Supporters of LEAs are outraged that the proposal for parents to trigger inspections implies that local councils, and Ofsted itself, are failing to detect problems.
Critics of the policy also say it gives Ofsted power without responsibility
They want to know what the government means by inspections being triggered by parents with "legitimate concerns". Is that one parent with a grievance, half a dozen mildly annoyed parents swapping moans at the school gate, or one hundred angry parents withdrawing their children from a school?
Critics of the policy also say it gives Ofsted power without responsibility. It would be able to close schools but it would have no duty to ensure there were enough school places in the area.
That responsibility will still lie with the locally-elected council. Yet it will have lost the power to decide which schools should stay open and which should close.
A hint of where this policy has come from lies deep in the Five Year Strategy, where it accused some LEAs of being "too defensive or ineffective in the face of low educational standards and high parental dissatisfaction".
Yet the same document said it expected LEAs to recast themselves as the commissioner and quality assurer of educational services, not the direct supplier.
But how do they do this if they are denied a role in determining which schools should close?
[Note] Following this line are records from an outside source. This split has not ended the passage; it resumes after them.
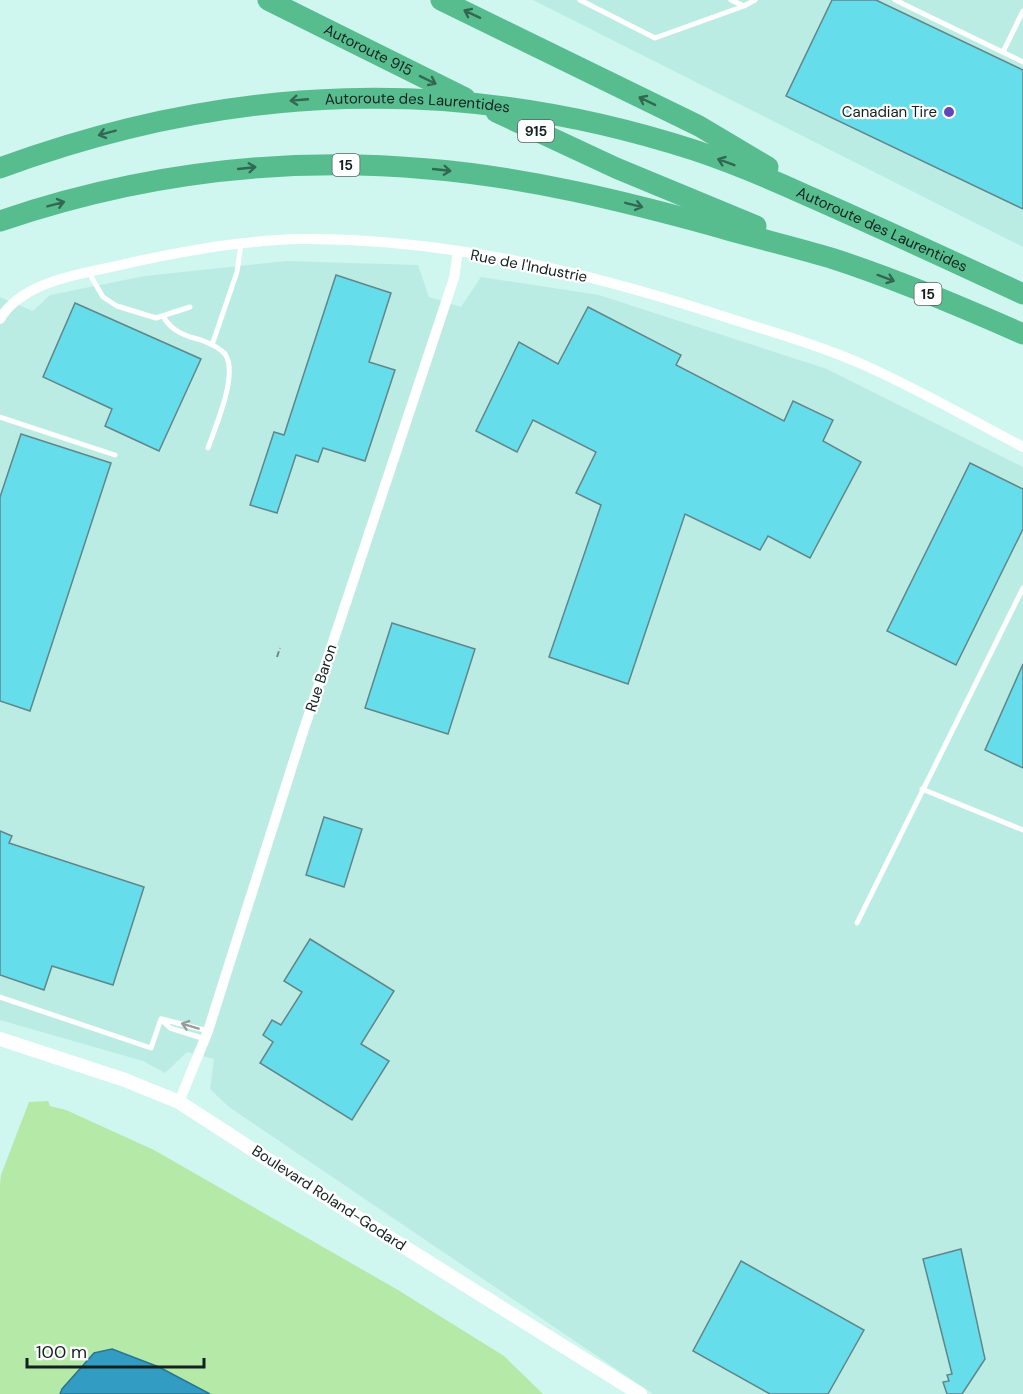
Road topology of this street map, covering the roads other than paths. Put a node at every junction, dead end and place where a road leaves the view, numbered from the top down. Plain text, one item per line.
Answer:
1 (268, 0) edge
2 (441, 0) edge
3 (580, 0) edge
4 (731, 0) edge
5 (755, 0) edge
6 (895, 0) edge
7 (744, 6) junction
8 (1023, 11) edge
9 (1003, 52) junction
10 (1023, 62) edge
11 (0, 168) edge
12 (838, 208) junction
13 (0, 222) edge
14 (241, 244) junction
15 (459, 252) junction
16 (831, 258) junction
17 (89, 273) junction
18 (1023, 294) edge
19 (190, 307) dead end
20 (163, 316) junction
21 (0, 319) edge
22 (1023, 334) edge
23 (212, 345) junction
24 (0, 417) edge
25 (1023, 447) edge
26 (208, 448) dead end
27 (115, 455) dead end
28 (1023, 588) edge
29 (922, 789) junction
30 (1023, 830) edge
31 (856, 923) dead end
32 (0, 998) edge
33 (206, 1035) junction
34 (0, 1039) edge
35 (179, 1102) junction
36 (640, 1394) edge

1 -> 16 highway, Autoroute 915 / 915
12 -> 2 highway
3 - 7 lane
4 - 7 lane
5 - 7 lane
6 - 9 lane
8 - 9 lane
9 - 10 lane
12 -> 11 highway, Autoroute des Laurentides
12 - 18 highway, Autoroute des Laurentides
13 -> 16 highway, 15
14 - 15 street, Rue de l'Industrie
14 - 17 street, Rue de l'Industrie
14 - 23 lane
15 - 25 street, Rue de l'Industrie
15 - 33 street, Rue Baron
16 -> 22 highway, 15
17 - 20 lane
17 - 21 street, Rue de l'Industrie
19 - 20 lane
20 - 23 lane
23 - 26 lane
24 - 27 lane
28 - 29 lane
29 - 30 lane
29 - 31 lane
32 - 33 lane
33 - 35 street, Rue Baron
34 - 35 street, Boulevard Roland-Godard
35 - 36 street, Boulevard Roland-Godard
Surely a "commissioner" should at least have the power to decide who or what to commission.
There have already been hints that, despite its reduced parliamentary majority, the government will press on even more keenly with reform.
The details of the Education Bill, and the further emasculation of local education authorities, certainly suggest there is more radical change to come.
Will that include closing more schools, in the name of parental demand, in order to encourage the use of private school providers?
In the Commons last week, the Conservative leader, Michael Howard, accused the prime minister of stealing Tory policies, including the new emphasis on school discipline.
"We had no idea he was thinking what we're thinking," he taunted.
He might have added that he had no idea the government was now thinking what the Tories had been thinking back in 2001.